→ **HOW TO COMPLETE THIS TASK**: Identify each line below containing the string "roads" and copy it.

→ **Stored items**:
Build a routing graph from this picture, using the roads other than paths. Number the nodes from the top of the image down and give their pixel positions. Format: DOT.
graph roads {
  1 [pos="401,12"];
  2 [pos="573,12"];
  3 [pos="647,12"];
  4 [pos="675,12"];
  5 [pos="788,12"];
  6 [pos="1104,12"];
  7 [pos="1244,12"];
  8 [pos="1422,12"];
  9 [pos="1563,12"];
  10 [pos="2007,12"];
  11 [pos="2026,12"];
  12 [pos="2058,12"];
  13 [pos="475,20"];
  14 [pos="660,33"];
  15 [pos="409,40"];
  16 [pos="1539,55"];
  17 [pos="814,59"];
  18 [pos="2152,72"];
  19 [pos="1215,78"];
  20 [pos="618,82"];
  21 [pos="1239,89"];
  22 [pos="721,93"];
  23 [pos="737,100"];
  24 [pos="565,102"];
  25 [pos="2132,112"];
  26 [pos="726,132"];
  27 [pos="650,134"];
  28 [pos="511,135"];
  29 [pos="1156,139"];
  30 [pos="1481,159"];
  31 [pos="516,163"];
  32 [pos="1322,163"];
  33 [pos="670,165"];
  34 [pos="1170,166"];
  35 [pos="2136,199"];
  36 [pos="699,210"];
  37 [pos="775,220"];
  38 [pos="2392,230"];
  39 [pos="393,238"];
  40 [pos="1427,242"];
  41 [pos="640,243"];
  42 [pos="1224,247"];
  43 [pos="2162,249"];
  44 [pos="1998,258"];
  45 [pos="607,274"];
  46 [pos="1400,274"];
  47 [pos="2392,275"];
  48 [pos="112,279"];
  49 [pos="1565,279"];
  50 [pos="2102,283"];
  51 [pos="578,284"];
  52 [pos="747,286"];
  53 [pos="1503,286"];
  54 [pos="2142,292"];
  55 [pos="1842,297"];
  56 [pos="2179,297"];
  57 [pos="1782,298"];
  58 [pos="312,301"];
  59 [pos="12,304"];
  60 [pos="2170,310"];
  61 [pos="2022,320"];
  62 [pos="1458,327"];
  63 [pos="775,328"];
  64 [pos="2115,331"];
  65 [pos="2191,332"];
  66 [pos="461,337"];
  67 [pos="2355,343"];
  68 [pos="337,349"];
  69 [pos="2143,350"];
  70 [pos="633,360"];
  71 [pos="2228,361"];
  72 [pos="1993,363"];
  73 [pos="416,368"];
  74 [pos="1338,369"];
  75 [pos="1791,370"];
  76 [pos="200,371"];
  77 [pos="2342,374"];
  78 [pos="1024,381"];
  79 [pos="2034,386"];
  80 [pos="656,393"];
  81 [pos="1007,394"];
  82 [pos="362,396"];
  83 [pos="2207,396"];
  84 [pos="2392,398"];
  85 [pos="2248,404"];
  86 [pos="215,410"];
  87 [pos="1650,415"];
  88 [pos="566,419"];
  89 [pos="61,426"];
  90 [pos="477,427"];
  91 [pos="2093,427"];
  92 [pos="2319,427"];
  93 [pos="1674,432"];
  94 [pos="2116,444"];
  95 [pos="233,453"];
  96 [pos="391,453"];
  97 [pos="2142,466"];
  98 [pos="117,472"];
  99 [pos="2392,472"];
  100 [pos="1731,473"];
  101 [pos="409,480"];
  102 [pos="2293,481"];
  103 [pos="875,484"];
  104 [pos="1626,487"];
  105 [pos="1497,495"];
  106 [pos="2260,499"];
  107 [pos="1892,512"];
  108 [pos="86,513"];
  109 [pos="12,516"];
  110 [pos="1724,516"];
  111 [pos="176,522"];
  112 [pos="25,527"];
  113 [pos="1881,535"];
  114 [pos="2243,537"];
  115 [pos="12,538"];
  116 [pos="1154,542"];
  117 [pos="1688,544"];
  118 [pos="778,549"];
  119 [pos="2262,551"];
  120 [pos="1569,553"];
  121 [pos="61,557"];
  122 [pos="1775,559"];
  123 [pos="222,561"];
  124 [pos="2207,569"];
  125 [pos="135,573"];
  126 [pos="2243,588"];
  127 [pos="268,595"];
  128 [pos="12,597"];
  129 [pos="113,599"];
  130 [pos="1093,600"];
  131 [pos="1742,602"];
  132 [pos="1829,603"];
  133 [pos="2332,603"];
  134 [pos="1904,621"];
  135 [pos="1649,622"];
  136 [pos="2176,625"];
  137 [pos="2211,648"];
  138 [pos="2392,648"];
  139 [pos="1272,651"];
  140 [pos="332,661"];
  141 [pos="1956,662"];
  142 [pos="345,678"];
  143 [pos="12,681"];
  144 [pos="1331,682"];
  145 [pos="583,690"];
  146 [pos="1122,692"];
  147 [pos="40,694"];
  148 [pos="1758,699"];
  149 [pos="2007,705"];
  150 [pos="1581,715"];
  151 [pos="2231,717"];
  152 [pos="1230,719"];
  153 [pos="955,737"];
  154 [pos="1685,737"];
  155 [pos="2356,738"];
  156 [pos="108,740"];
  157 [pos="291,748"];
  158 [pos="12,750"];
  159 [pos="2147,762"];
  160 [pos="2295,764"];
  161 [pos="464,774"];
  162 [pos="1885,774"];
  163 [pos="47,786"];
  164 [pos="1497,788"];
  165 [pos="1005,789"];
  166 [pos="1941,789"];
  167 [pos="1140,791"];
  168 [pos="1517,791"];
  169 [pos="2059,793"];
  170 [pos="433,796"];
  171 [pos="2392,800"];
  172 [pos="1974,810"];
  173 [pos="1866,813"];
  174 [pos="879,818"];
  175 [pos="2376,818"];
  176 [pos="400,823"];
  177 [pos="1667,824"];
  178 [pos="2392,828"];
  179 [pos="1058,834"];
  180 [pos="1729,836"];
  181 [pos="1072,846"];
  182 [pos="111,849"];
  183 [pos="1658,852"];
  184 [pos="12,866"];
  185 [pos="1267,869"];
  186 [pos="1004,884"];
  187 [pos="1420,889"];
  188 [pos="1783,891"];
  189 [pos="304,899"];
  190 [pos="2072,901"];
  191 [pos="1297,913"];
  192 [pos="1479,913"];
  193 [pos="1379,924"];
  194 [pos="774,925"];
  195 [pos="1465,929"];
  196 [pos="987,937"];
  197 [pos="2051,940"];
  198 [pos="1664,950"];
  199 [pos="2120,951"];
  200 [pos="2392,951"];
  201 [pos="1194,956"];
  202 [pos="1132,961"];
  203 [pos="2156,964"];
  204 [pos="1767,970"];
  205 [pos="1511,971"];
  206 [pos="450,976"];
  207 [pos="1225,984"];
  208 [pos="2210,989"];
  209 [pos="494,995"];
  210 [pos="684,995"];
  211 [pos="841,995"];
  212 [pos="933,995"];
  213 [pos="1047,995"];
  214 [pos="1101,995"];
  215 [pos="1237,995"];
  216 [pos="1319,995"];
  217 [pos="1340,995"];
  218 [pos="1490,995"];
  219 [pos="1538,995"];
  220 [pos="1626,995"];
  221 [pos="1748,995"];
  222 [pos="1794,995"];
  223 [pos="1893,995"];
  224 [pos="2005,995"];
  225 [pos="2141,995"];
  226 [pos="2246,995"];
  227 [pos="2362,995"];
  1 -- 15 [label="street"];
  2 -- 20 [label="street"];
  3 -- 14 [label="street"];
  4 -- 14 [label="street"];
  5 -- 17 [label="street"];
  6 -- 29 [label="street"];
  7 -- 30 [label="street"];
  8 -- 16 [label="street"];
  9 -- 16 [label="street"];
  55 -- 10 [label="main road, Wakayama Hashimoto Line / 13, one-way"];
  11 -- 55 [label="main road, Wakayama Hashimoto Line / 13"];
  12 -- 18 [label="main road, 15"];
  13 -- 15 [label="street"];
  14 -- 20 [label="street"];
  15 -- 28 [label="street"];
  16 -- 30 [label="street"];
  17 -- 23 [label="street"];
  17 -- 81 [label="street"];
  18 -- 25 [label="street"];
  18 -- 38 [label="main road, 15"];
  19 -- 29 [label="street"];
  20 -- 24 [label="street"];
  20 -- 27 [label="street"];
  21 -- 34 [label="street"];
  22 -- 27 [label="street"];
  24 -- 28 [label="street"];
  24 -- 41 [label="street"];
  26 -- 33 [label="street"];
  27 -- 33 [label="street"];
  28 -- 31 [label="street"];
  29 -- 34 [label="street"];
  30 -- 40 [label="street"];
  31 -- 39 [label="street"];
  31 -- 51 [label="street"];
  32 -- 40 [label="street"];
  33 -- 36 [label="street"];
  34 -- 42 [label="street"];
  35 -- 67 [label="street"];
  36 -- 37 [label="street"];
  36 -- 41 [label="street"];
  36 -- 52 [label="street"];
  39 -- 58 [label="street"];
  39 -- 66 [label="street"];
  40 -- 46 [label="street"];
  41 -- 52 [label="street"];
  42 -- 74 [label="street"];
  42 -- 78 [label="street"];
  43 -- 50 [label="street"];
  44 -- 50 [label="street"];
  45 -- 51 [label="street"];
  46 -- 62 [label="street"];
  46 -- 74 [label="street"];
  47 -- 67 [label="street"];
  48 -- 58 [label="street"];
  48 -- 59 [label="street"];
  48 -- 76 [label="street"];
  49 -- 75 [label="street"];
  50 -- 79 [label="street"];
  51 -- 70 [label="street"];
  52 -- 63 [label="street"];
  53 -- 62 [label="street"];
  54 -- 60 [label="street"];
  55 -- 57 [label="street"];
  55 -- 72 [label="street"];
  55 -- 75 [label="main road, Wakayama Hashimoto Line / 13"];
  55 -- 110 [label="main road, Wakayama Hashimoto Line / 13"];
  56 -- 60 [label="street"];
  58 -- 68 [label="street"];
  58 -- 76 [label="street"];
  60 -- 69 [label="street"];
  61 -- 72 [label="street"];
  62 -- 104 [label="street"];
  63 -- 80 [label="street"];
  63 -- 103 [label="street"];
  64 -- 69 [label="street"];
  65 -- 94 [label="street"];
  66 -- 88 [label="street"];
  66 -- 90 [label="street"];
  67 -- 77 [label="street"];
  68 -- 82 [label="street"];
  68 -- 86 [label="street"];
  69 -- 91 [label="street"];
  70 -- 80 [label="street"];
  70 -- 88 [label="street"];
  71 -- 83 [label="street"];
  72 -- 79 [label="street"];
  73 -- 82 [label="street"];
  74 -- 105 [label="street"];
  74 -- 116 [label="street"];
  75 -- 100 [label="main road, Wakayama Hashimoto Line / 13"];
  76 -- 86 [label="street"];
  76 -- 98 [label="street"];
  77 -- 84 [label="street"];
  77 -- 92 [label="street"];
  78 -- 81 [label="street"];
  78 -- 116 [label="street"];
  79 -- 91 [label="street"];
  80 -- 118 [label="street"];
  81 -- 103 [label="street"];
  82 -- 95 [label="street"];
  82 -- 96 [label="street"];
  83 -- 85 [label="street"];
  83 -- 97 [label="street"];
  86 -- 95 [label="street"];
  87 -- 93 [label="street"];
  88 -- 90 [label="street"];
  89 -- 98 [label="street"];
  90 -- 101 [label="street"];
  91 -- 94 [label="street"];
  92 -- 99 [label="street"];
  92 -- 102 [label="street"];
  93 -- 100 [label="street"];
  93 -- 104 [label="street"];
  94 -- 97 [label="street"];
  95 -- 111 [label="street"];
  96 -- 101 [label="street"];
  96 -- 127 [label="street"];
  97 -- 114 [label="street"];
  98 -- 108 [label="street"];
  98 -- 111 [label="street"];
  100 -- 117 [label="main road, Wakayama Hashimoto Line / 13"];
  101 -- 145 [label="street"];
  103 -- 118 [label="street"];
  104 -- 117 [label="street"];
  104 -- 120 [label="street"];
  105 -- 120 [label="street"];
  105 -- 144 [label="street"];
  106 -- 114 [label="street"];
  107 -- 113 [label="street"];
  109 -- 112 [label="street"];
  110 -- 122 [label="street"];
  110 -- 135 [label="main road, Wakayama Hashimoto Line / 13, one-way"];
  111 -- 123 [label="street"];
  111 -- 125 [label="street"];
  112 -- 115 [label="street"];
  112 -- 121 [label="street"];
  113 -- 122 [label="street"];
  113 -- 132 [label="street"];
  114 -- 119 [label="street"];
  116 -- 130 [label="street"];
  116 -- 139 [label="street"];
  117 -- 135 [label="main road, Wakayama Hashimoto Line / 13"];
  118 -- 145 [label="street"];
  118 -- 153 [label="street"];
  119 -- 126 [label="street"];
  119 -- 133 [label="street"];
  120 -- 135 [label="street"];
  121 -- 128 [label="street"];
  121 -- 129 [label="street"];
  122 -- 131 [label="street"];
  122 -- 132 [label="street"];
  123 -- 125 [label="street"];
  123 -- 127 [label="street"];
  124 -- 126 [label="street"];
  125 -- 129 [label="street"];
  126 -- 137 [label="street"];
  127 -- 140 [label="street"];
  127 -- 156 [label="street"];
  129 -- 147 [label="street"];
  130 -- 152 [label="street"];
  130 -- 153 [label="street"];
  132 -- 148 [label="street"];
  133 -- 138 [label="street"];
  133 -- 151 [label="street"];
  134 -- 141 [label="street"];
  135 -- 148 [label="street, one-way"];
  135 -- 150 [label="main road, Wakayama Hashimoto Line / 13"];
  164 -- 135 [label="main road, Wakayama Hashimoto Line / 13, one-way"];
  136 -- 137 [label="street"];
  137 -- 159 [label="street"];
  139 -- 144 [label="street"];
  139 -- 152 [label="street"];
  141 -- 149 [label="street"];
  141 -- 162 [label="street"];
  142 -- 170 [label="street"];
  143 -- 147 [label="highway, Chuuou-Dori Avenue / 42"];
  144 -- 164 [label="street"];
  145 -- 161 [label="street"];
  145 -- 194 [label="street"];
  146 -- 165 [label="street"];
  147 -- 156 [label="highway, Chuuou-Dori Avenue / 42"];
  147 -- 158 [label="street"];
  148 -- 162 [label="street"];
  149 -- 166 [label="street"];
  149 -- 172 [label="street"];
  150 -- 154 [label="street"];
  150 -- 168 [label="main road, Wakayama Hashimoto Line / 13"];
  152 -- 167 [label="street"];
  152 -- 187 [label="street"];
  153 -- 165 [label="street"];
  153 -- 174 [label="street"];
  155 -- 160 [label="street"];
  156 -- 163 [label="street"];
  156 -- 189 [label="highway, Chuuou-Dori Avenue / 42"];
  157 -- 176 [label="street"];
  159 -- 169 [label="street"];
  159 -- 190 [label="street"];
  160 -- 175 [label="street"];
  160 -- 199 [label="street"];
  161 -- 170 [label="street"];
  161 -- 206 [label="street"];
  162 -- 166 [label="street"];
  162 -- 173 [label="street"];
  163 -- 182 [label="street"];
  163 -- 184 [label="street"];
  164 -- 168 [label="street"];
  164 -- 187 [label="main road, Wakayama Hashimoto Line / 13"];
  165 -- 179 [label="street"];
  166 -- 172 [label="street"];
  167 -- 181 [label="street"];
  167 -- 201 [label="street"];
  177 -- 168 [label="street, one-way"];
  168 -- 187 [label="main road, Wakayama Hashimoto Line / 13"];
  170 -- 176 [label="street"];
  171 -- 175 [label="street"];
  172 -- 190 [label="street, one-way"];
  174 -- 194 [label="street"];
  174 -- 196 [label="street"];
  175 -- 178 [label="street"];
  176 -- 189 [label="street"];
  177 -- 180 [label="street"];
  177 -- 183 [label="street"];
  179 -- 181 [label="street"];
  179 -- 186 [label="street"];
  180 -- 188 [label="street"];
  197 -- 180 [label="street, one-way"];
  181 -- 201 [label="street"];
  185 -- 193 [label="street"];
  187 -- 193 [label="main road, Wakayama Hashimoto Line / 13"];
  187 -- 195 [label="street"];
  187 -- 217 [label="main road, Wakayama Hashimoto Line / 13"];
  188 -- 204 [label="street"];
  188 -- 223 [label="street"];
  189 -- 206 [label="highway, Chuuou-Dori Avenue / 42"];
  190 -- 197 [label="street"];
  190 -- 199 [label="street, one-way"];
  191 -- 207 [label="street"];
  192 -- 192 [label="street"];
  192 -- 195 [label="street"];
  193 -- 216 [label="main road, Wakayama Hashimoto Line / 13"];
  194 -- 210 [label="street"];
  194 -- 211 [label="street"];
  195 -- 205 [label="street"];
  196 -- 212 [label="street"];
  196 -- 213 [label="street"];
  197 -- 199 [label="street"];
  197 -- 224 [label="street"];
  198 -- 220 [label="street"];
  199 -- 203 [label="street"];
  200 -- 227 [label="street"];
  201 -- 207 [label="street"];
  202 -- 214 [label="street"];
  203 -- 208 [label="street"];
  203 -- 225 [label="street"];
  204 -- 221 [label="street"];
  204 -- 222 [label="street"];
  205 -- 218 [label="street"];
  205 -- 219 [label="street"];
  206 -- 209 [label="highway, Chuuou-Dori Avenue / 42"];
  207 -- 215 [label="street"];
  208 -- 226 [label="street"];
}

→ **WRITTEN SOLUTION**:
Build a routing graph from this picture, using the roads other than paths. Number the nodes from the top of the image down and give their pixel positions. Format: DOT.
graph roads {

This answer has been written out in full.